What is so lovely about creative nonfiction is the openness of the genre, the endless possibility for literary invention that comes with the telling of facts. Through creative nonfiction, writers can reveal everything – from an entire worldview to the smallest introspection. There’s Stephen King devoting a full book to the specifics (the “how to”) of becoming a better writer, On Writing (2001). Then simply, quietly, the same author in a two-page memoir details the four-decade history of his wedding ring and tells us all that he learned from that ring and how wearing it for forty-two years has made him a better person, “The Ring”, Tin House (Volume 15, No. 3).
The best creative nonfiction finds the space, the sweet spot (to quote from baseball), where the story becomes personal. Those are the stories that not only inform but also engage the reader, making us interested in things we didn’t even know we wanted to read about. Good writing, and where appropriate, good fact checking, are also essential to any submission. But that’s the voice of an editor. As a reader, I am always looking for an author’s confidence, the kind that flows from the ability to say something at once deeply personal and yet universal in a way that is honest. It is how the author, Andrew McCarthy, takes command of his writing. Drawing from his travels to an island in the South Pacific, what he delivers is not a description, but a personal narrative detailing his quest for black pearls in Tahiti, “In Search of the Black Pearl” National Geographic Traveler (October 2010).
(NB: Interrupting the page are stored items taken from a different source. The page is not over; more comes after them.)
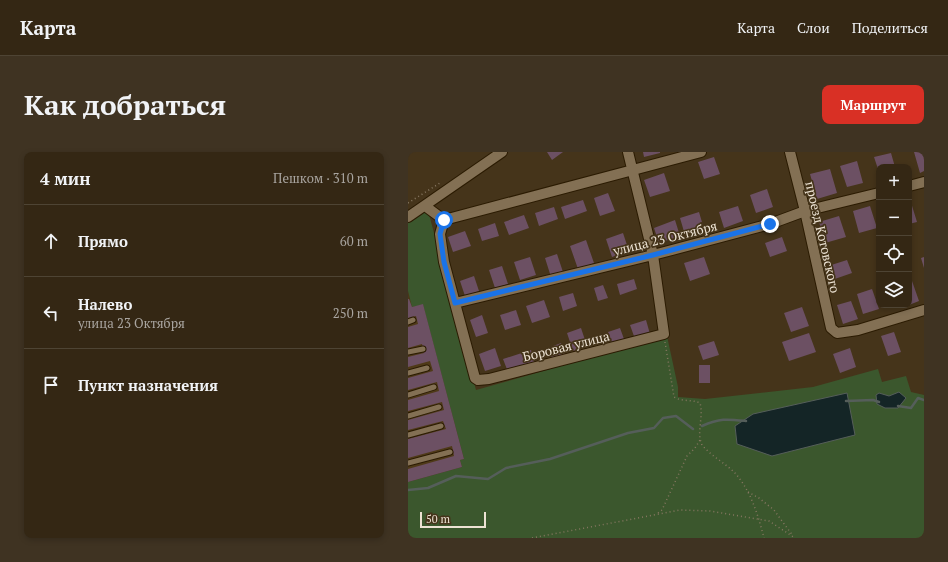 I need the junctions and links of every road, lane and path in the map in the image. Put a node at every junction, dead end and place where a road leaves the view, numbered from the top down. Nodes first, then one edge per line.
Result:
1 (502, 152) edge
2 (628, 152) edge
3 (701, 152) edge
4 (790, 152) edge
5 (632, 170) junction
6 (924, 182) edge
7 (912, 185) edge
8 (876, 194) edge
9 (425, 206) junction
10 (806, 211) junction
11 (408, 217) edge
12 (444, 220) junction
13 (653, 255) junction
14 (455, 303) junction
15 (924, 310) edge
16 (664, 334) junction
17 (423, 348) dead end
18 (408, 352) edge
19 (427, 368) dead end
20 (408, 373) edge
21 (434, 387) dead end
22 (408, 395) edge
23 (439, 407) dead end
24 (408, 416) edge
25 (441, 426) dead end
26 (408, 435) edge
27 (700, 440) junction
28 (450, 452) dead end
29 (408, 464) edge
30 (748, 492) junction
31 (657, 514) junction
32 (759, 520) junction
33 (532, 538) edge
34 (764, 538) edge
35 (795, 538) edge

1 - 9 street
2 - 5 street
3 - 5 street
4 - 10 street, проезд Котовского
5 - 12 street
5 - 13 street
6 - 7 street
8 - 10 street, улица 23 Октября
9 - 11 street
9 - 12 street
10 - 13 street, улица 23 Октября
10 - 15 street, проезд Котовского
12 - 14 street
13 - 14 street, улица 23 Октября
13 - 16 street
14 - 16 street, Боровая улица
16 - 27 path
17 - 18 lane
19 - 20 lane
21 - 22 lane
23 - 24 lane
25 - 26 lane
27 - 30 path
27 - 31 path
28 - 29 lane
30 - 32 path
30 - 35 path
31 - 32 path
31 - 33 path
32 - 34 path
32 - 35 path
What I would most like to see in LUMINA are creative nonfiction selections that convey a personal truth from the author. Writing where details become tactile, where the author connects to the reader in a way that is interesting and revealing.
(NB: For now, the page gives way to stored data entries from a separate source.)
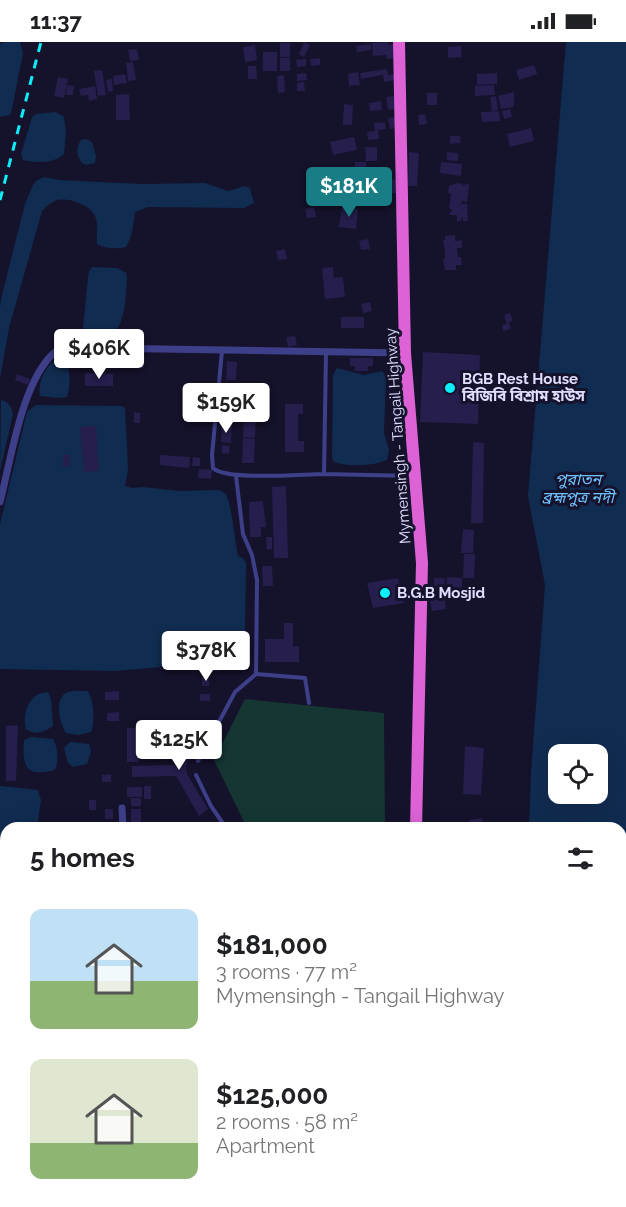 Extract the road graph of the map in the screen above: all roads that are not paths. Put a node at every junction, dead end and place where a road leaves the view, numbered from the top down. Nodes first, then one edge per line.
1 (399, 42) edge
2 (99, 348) junction
3 (222, 350) junction
4 (326, 352) junction
5 (405, 353) junction
6 (99, 370) dead end
7 (324, 474) junction
8 (236, 476) junction
9 (416, 476) junction
10 (0, 502) edge
11 (256, 674) junction
12 (309, 703) dead end
13 (198, 761) dead end
14 (195, 775) dead end
15 (122, 808) dead end
16 (123, 822) edge
17 (222, 822) edge
18 (416, 822) edge

1 - 5 highway, Mymensingh - Tangail Highway
2 - 3 street
2 - 6 lane
2 - 10 street
3 - 4 street
3 - 8 lane
4 - 5 street
4 - 7 lane
5 - 9 highway, Mymensingh - Tangail Highway
7 - 8 lane
7 - 9 lane
8 - 11 lane
9 - 18 highway, Mymensingh - Tangail Highway
11 - 12 lane
11 - 13 lane
14 - 17 lane
15 - 16 street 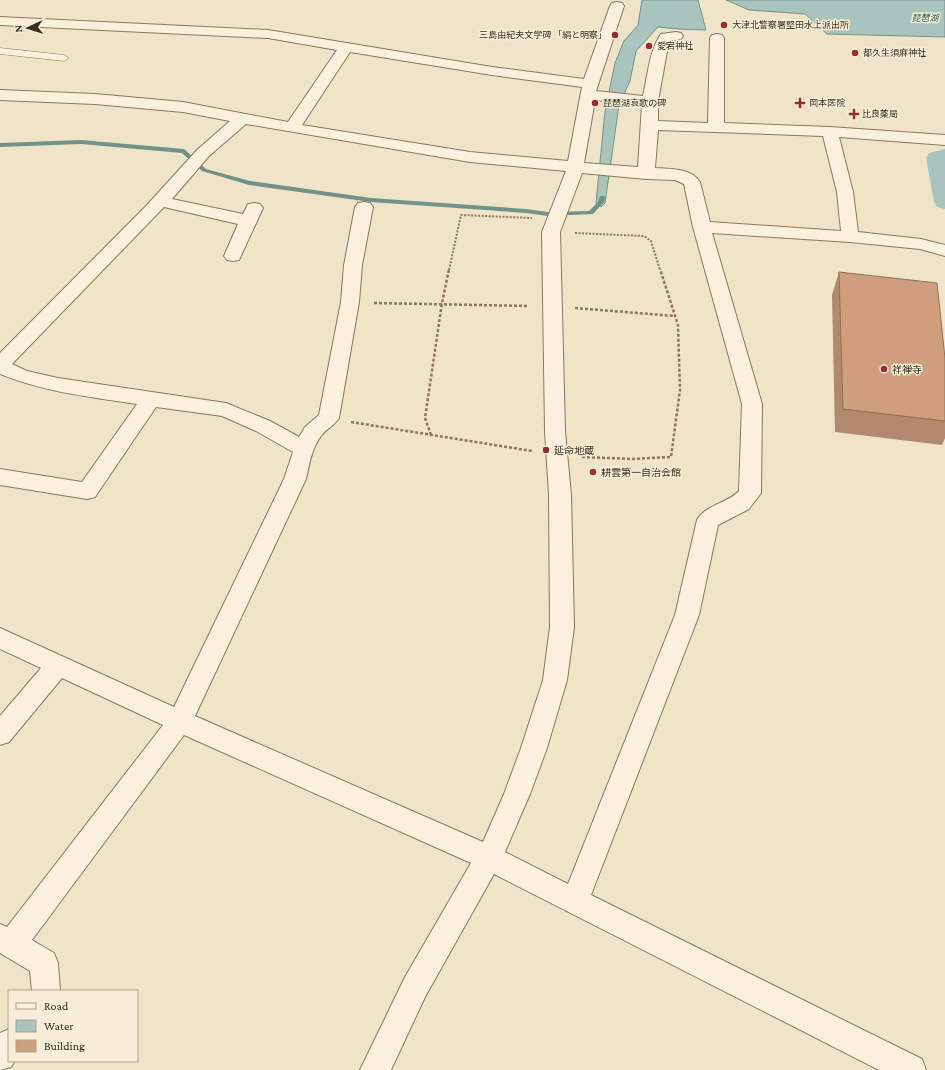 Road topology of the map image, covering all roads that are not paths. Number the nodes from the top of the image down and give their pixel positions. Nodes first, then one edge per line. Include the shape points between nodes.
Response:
1 (617, 6) dead end
2 (0, 20) edge
3 (676, 36) dead end
4 (717, 38) dead end
5 (346, 47) junction
6 (0, 51) edge
7 (64, 58) dead end
8 (594, 92) junction
9 (0, 95) edge
10 (650, 101) junction
11 (243, 118) junction
12 (650, 125) junction
13 (716, 127) junction
14 (292, 128) junction
15 (830, 132) junction
16 (945, 140) edge
17 (582, 168) junction
18 (646, 174) junction
19 (160, 201) junction
20 (364, 207) dead end
21 (702, 227) junction
22 (850, 237) junction
23 (945, 251) edge
24 (233, 256) dead end
25 (0, 366) edge
26 (152, 398) junction
27 (304, 449) junction
28 (0, 476) edge
29 (0, 638) edge
30 (58, 665) junction
31 (180, 721) junction
32 (0, 734) edge
33 (489, 858) junction
34 (575, 902) junction
35 (5, 942) edge
36 (46, 990) edge
37 (8, 1045) edge
38 (0, 1056) edge
39 (375, 1070) edge
40 (911, 1070) edge

1 - 8 street
2 - 5 street via 268,34
3 - 10 street via 666,36 660,46
4 - 13 street
5 - 8 street via 492,70
5 - 14 street
6 - 7 lane
8 - 10 street
8 - 17 street
9 - 11 street via 137,102
10 - 12 street
11 - 14 street
11 - 19 street via 203,154
12 - 13 street
12 - 18 street
13 - 15 street
14 - 17 street via 470,157
15 - 16 street
15 - 22 street via 845,192
17 - 18 street
17 - 33 street via 557,215 551,232 562,627 555,680 517,794
18 - 21 street via 679,175 692,182
19 - 24 street via 251,214
19 - 25 street
20 - 27 street via 329,418 312,432
21 - 22 street
21 - 34 street via 752,404 750,493 741,503 708,520 687,615
22 - 23 street via 921,244
25 - 26 street via 22,376 58,385
26 - 27 street via 226,410 263,426
26 - 28 street via 87,491
27 - 31 street via 295,479
29 - 30 street
30 - 31 street
30 - 32 street
31 - 33 street
31 - 35 street
33 - 34 street
33 - 39 street via 415,987
34 - 40 street
35 - 36 street via 44,963
37 - 38 street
Pieces of creative nonfiction that have lingered with me (a few representative selections here) include: Aleksandar Hemon’s heartbreaking essay, “The Aquarium”, The New Yorker (June 23, 2011), too beautiful and personal for me to describe; anything by John McPhee, but take a look at “The Search for Marvin Gardens”, Touchstone Anthology of Contemporary Creative Nonfiction (2007), where the author braids two stories, his participation in a Monopoly tournament and a tour of Atlantic City in the 1970’s, learning, among other things, that while Marvin Gardens exists on the game board, it is not an actual street; and Iggy Pop’s wonderful “Caesar Lives”, Classics Ireland (Vol 2. 1995), a discussion and political commentary (as well as hearty recommendation) springing from the author’s reading of The Decline and Fall of the Roman Empire.
Tell us your stories. We want to learn everything. How to be a better writer, how to be a better person. Make us believe that through your instruction, we will someday travel to Tahiti and dive for black pearls.